What this task involves:
Find every line of the data below that has "image" in it. Reply with the number only.

Given records:
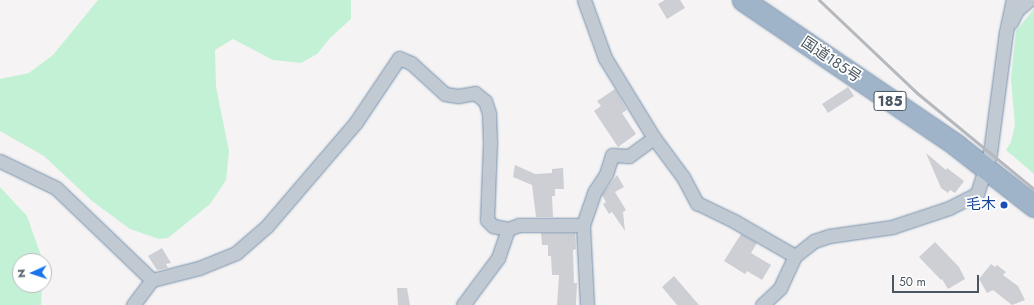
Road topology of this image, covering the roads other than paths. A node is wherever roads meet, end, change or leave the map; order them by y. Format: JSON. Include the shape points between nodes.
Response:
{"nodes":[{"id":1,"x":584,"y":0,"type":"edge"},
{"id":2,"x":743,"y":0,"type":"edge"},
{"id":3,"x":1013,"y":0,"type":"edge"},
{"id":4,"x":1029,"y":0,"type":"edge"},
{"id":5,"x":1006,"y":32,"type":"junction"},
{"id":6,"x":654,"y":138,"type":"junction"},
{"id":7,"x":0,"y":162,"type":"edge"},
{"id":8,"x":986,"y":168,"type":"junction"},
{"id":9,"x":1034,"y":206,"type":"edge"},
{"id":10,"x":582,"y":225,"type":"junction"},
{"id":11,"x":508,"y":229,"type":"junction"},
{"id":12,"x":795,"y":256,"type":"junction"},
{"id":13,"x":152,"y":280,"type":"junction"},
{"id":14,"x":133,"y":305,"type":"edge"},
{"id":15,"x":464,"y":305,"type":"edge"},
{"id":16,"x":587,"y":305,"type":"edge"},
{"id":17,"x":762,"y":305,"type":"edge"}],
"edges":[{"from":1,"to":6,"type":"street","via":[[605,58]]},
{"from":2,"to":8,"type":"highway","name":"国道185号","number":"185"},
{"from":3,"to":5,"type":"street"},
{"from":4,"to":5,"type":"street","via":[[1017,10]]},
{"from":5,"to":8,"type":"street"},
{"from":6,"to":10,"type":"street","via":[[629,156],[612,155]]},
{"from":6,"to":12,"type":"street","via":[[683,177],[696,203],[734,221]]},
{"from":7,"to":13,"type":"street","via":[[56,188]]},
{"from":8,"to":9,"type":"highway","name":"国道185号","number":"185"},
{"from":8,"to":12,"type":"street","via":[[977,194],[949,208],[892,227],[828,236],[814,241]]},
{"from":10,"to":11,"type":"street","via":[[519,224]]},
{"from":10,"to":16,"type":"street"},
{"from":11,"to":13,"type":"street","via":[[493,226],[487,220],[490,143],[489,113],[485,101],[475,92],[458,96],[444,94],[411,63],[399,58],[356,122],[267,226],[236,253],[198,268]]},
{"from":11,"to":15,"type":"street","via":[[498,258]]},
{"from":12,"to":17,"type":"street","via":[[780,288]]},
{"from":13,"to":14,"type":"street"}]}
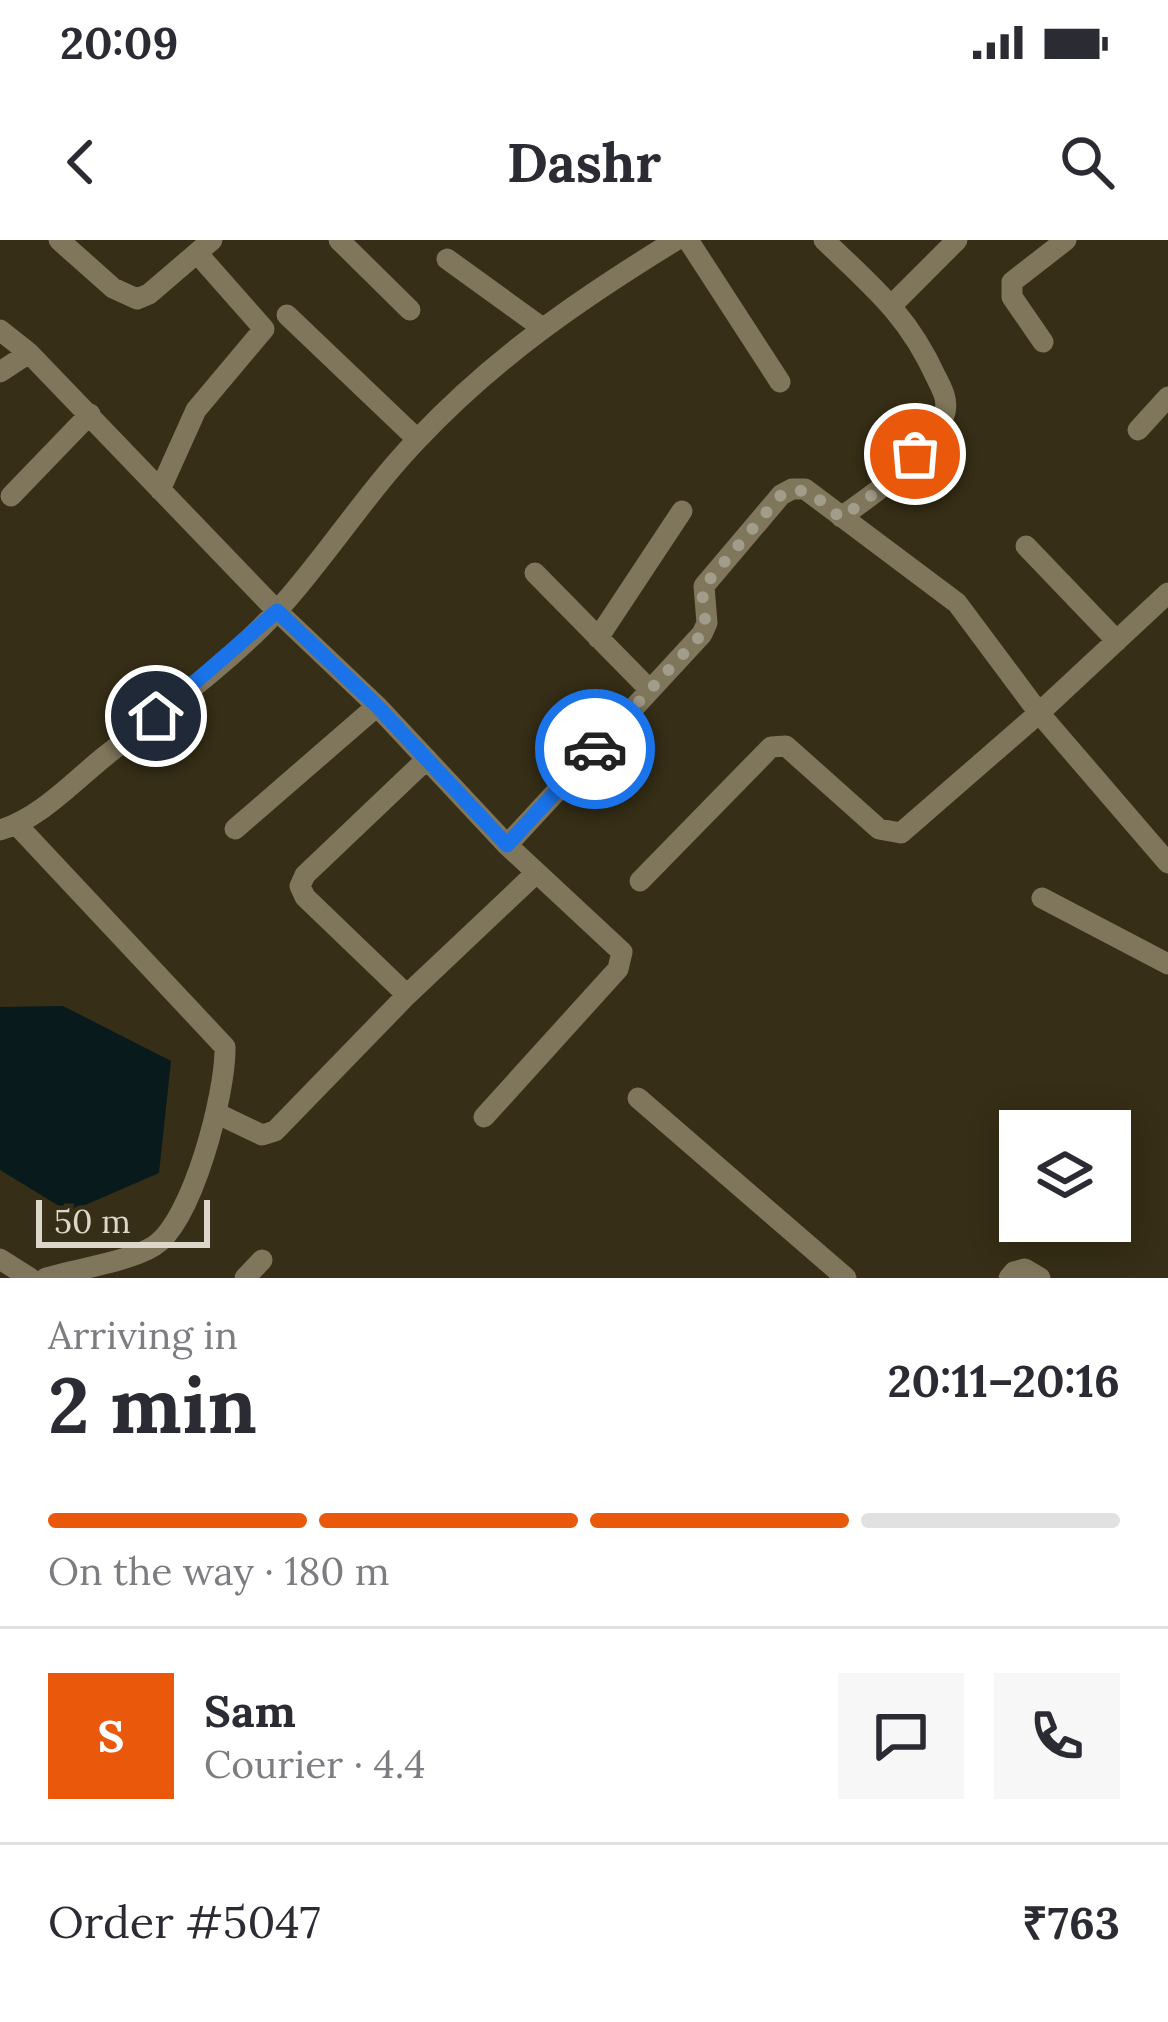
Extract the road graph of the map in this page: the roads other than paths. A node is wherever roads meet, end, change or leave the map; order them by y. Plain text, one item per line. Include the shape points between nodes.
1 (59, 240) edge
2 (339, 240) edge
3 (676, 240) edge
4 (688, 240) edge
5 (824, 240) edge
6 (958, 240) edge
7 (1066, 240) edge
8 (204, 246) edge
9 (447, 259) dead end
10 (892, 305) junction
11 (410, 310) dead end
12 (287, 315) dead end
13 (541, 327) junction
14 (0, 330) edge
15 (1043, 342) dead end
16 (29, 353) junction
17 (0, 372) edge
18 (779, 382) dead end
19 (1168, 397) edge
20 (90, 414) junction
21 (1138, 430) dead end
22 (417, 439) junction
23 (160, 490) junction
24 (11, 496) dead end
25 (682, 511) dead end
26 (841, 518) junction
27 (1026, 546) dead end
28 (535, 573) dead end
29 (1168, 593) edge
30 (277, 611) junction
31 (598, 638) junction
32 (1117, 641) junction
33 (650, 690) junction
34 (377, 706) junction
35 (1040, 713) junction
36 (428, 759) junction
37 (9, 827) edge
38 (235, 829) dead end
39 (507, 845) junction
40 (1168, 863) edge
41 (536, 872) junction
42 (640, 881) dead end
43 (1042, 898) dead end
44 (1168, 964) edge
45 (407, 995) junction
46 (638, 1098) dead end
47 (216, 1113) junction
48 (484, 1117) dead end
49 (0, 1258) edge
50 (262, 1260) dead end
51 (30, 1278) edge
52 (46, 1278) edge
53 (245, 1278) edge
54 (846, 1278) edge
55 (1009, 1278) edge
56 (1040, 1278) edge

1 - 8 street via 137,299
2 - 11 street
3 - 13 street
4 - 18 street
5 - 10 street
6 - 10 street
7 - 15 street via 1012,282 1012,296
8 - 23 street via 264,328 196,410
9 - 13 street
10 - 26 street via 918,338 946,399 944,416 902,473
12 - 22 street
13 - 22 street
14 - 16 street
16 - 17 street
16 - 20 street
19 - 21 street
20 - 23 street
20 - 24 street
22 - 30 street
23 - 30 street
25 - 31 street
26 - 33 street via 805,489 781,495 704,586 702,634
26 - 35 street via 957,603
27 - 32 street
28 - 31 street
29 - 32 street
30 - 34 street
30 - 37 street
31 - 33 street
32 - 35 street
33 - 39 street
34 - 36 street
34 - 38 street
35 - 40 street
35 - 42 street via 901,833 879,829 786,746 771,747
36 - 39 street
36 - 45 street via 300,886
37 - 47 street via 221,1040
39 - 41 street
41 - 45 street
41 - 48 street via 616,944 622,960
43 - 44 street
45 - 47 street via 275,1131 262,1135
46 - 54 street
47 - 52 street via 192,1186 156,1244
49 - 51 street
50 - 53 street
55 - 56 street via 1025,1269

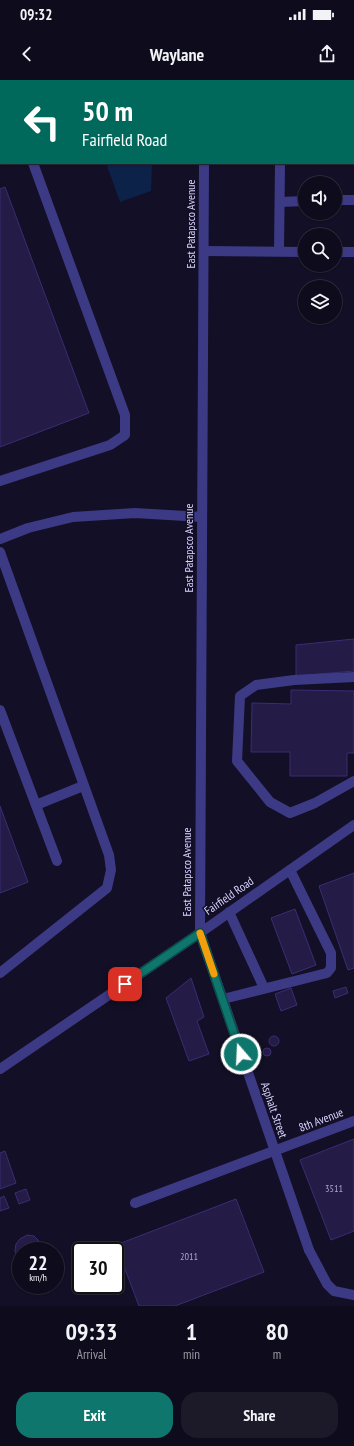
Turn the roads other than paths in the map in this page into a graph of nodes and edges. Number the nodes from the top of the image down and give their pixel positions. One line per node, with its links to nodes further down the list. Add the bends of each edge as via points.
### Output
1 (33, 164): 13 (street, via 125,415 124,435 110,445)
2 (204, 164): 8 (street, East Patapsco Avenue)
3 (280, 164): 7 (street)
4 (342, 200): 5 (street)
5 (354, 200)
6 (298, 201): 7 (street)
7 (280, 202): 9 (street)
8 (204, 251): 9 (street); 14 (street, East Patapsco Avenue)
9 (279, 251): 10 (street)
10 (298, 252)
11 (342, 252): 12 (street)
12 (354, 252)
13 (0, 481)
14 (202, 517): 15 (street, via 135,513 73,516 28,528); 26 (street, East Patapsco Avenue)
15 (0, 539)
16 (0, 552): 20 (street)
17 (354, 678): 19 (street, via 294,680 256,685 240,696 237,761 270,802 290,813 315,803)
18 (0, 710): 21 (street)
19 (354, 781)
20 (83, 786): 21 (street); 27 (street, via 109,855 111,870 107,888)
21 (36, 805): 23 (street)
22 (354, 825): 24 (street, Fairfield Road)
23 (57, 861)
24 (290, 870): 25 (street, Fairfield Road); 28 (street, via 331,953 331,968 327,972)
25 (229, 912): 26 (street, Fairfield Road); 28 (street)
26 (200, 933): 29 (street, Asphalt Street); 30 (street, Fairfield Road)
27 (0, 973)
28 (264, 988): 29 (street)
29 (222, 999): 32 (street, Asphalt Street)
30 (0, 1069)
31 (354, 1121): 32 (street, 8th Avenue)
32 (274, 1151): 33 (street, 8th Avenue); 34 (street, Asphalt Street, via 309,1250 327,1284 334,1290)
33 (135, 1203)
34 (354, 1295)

Answer section:
2